FRANKFURT (ODER). Heimatforscher und Vertreter der Kriegsgräberfürsorge
haben auf einem brachliegenden Grundstück in Frankfurt (Oder) ein bisher
unbekanntes Massengrab entdeckt. Darin liegen nach Angaben von Heinz-Dieter
Walter, dem Sprecher der Stadt Frankfurt (Oder), die sterblichen Überreste
von mehr als 1 300 deutschen Soldaten. Jene Soldaten waren in den Jahren
1945 bis 1950 während ihres Rücktransportes aus sowjetischer
Kriegsgefangenschaft zu Tode gekommen oder im Auffanglager Frankfurt (Oder)
gestorben. Jenes Lager war seinerzeit vom sowjetischen Geheimdienst NKWD
betrieben worden. “Fast 1,9 Millionen Heimkehrer aus sowjetischer
Kriegsgefangenschaft sind in jenen Jahren durch Frankfurt geschleust
worden”, sagte Walter der Berliner Zeitung.
Die toten Heimkehrer sind damals in Massengräbern verscharrt worden. Später
diente das Gelände als kommunaler Friedhof.
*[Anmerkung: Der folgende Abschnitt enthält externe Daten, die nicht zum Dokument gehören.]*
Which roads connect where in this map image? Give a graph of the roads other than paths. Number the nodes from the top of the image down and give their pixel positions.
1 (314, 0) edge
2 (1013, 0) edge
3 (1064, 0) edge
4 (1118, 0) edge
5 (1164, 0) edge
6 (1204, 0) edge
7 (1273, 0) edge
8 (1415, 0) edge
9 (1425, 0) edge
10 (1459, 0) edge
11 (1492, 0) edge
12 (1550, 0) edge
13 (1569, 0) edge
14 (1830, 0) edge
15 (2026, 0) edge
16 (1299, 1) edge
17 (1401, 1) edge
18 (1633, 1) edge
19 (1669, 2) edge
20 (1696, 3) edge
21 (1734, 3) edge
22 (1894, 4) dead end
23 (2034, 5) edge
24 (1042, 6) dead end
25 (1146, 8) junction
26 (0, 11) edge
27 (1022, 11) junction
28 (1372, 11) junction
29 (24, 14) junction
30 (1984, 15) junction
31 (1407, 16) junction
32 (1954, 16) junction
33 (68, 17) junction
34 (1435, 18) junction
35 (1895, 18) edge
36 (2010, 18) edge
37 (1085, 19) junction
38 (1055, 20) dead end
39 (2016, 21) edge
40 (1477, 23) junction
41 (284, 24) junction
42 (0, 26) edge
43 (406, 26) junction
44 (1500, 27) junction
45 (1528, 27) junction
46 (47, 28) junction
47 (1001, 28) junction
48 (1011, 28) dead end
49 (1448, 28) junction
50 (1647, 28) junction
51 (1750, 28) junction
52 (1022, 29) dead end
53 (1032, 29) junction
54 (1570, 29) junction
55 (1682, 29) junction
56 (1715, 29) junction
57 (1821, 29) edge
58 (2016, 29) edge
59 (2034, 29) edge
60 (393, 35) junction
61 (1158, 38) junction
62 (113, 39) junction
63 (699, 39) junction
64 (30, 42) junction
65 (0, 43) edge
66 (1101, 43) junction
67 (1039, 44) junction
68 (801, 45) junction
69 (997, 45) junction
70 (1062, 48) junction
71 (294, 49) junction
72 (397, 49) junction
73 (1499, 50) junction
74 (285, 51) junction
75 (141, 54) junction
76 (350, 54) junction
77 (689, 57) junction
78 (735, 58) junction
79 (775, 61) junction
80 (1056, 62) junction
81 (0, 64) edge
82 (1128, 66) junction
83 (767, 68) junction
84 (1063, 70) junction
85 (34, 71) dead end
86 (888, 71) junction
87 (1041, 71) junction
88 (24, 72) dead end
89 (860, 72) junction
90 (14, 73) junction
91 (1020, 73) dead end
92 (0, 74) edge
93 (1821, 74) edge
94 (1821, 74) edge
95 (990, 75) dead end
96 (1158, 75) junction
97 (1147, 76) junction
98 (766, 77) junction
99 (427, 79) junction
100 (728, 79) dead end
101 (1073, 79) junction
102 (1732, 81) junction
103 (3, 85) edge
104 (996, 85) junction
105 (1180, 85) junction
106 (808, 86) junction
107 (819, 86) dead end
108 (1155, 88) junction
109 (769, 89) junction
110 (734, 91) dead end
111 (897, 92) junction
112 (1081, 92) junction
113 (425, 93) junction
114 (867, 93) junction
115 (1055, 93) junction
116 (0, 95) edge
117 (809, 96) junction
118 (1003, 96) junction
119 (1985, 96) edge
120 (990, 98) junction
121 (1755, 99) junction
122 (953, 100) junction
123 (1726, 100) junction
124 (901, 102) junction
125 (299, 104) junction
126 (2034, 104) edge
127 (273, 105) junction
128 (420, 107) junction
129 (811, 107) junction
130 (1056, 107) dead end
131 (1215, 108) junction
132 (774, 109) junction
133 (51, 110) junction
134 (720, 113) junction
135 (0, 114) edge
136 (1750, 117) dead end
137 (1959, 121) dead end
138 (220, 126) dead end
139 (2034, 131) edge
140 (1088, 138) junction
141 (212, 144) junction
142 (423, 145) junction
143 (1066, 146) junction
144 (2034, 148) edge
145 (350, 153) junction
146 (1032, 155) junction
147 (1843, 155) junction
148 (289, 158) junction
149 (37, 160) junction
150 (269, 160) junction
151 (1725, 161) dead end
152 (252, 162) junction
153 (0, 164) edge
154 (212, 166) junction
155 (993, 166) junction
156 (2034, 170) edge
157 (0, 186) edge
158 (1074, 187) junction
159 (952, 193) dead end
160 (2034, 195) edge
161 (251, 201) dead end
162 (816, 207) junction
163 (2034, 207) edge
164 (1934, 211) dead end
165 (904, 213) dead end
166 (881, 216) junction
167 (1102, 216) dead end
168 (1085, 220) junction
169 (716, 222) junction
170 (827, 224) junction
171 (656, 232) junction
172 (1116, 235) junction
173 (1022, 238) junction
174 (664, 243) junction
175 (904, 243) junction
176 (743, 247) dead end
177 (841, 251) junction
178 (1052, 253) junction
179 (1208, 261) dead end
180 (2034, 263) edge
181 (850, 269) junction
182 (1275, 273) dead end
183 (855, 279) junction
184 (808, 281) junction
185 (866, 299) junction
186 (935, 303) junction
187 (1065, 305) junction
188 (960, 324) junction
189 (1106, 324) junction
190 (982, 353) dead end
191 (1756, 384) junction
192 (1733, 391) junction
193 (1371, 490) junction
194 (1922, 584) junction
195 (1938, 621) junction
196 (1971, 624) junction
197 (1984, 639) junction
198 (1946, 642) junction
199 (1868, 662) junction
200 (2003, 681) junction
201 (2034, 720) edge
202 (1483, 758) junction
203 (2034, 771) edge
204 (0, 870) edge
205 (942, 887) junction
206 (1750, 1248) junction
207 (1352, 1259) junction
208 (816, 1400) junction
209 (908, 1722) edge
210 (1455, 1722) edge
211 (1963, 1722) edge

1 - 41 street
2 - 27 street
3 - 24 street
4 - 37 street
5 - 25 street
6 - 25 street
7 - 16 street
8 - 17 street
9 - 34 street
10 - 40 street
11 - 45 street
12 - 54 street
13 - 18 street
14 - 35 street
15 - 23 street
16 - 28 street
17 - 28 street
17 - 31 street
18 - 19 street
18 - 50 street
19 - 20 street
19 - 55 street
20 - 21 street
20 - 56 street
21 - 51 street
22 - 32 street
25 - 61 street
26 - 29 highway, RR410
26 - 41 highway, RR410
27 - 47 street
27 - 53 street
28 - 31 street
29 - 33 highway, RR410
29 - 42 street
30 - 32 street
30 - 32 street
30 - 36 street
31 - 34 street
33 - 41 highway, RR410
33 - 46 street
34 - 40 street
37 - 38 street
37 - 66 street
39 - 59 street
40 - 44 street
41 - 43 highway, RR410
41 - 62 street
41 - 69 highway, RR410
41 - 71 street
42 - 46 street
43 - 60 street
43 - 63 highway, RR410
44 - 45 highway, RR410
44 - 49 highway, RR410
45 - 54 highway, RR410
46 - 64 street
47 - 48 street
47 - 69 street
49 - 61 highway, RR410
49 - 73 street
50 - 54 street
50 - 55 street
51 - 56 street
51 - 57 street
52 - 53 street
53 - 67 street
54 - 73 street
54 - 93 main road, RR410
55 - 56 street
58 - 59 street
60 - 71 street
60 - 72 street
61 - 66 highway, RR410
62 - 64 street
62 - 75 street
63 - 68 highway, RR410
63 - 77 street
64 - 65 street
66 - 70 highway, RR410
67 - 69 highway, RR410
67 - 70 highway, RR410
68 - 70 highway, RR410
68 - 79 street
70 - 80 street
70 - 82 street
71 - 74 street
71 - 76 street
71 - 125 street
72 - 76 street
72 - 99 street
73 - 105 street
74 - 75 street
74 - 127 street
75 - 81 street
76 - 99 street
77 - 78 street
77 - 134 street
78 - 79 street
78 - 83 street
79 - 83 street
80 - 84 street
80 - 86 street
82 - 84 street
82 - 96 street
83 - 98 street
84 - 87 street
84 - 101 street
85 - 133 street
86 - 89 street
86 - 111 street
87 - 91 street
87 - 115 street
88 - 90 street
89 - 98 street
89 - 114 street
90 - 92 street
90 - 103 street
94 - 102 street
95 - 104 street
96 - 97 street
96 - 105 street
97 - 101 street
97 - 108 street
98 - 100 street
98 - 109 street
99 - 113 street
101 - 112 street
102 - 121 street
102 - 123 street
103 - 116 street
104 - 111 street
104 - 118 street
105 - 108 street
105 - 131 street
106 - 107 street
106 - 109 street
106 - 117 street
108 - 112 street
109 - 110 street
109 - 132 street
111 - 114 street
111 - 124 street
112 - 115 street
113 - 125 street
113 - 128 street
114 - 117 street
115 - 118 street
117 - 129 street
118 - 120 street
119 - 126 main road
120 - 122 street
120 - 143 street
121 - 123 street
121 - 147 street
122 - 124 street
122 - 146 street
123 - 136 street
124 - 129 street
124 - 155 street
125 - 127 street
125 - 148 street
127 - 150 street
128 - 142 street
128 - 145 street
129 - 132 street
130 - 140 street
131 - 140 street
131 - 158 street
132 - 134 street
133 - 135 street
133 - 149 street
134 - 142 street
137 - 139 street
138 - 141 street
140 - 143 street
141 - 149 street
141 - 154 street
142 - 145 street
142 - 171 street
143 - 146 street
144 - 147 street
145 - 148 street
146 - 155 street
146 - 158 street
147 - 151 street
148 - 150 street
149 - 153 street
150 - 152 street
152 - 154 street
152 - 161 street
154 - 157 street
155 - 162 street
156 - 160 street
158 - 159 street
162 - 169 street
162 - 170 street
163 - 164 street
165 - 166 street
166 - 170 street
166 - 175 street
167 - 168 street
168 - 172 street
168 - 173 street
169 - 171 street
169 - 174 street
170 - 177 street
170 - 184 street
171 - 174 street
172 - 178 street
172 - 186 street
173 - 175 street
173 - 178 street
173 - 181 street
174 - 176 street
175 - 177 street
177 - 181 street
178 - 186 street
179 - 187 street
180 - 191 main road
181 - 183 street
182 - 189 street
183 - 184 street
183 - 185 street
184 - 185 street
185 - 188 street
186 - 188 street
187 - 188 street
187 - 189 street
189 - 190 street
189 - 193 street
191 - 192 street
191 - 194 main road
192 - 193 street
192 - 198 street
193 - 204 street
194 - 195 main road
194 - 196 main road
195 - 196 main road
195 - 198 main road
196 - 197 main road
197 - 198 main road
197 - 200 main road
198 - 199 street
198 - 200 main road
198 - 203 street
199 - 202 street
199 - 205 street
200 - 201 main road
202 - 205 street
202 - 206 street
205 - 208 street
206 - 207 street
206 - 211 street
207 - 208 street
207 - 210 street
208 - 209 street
Als dieser Friedhof Anfang der
70er-Jahre aufgegeben werden sollte, haben die Verantwortlichen die
sterblichen Überreste dieser Menschen nicht auf den Frankfurter
Hauptfriedhof umgebettet. “Die Gebeine von mehr als 1 300 Soldaten sind bei
der Umbettung im Jahr 1973 offenbar nicht berücksichtigt worden”, sagte
Walter. Rolf Hübner vom Volksbund Deutsche Kriegsgräberfürsorge und der
Heimatforscher Joachim Schneider gehen laut einem Bericht der “Bild am
Sonntag” davon aus, dass bei der Umbettung zu DDR-Zeiten mindestens 1 377
sterbliche Überreste von Soldaten einfach in den Massengräbern liegen
gelassen worden sind. “Aber auch bei den sterblichen Überresten, die
seinerzeit umgebettet worden sind, geschah das offenbar nicht vollständig”,
präzisierte Walter am Sonntag. Laut einem Forschungsbericht soll nämlich
häufig nur der Schädel umgebettet worden sein.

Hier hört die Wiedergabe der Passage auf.